Do not go gentle into that good night,

Old age should burn and rave at close of day;

Rage, rage against the dying of the light.


David was always tough, up to the end. He even sent out a blog on the way to the hospital, where he said he had refused an ambulance, and instead was driving to the hospital…with an oxygen tank attached to him. David never gave up, and he never gave in, no matter what. David always did what he thought was right, and that is what we all can learn from his life.

Thank you.

Wednesday, April 1, 2009

In memorium, David G. White, 9/19/65 - 3/27/09

This is my first blog, and, fittingly, it is in honor of my brother, David (Zook), who put out so many amazing blogs throughout this decade. Zook was passionate about life, and loved exploring the mysteries of the universe, in songs, poems, and many insightful blogs, sometimes with humor, sometimes with darkness, sometimes in pain, but always with dignity and a zest for life.

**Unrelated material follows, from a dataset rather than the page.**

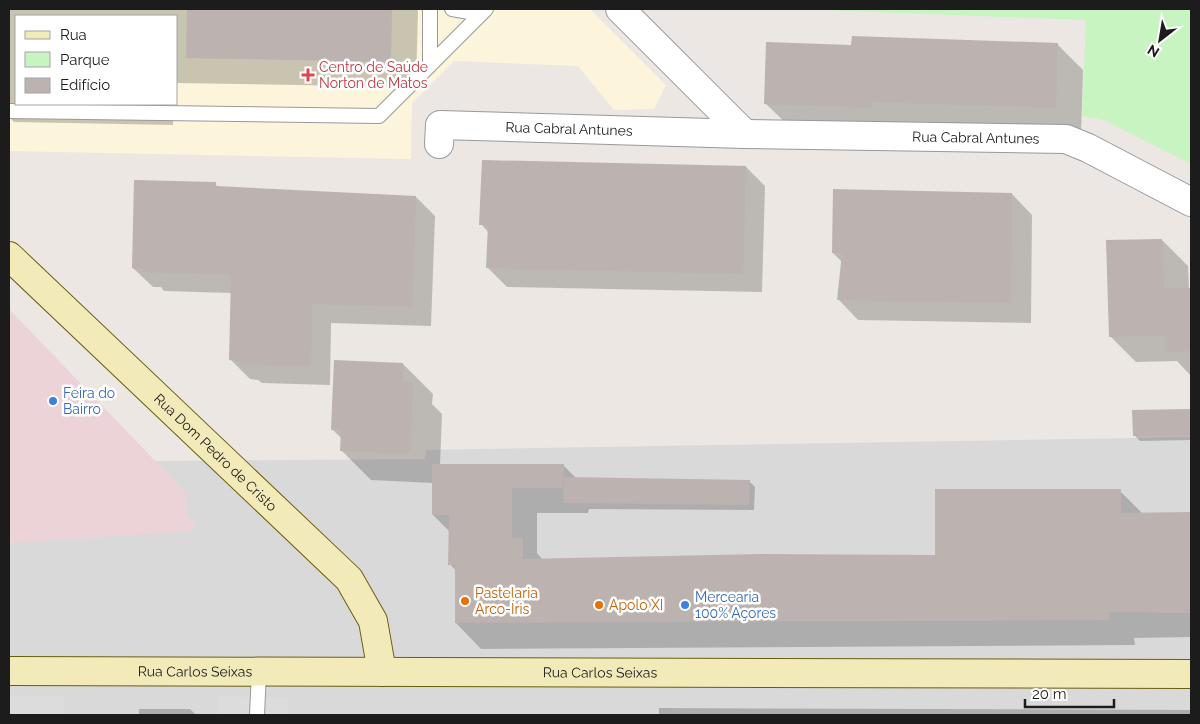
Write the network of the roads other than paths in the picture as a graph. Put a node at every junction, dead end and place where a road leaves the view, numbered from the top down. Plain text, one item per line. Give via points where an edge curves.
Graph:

His last You Tube Video was recorded, with him singing and playing guitar, the night before he died, on Friday, March 27. He knew that he was ill, with pneumonia, and that he was scheduled to have surgery to repair his aorta, which was abnormally large, within a few days. In seeing his video, it is evident that although he was quite ill, he was determined to let all of us know that that he had accepted that his life could end and that he was ready for it. He pushed himself to the limit in order that he could leave us with such a beautiful song, I am Going to Fly, even though his body was rapidly failing him.

His courage and dignity in the face of such pain and suffering is an inspiration to us all. In fact, he comforted all of us in knowing that although we will never be able to speak to him again, we will always have the pleasure of viewing his many videos and reading his many blogs.

Thanks to the wonders of technology, Zook, it is as if we can always be with you. Zook, we miss you and love you, rest in peace.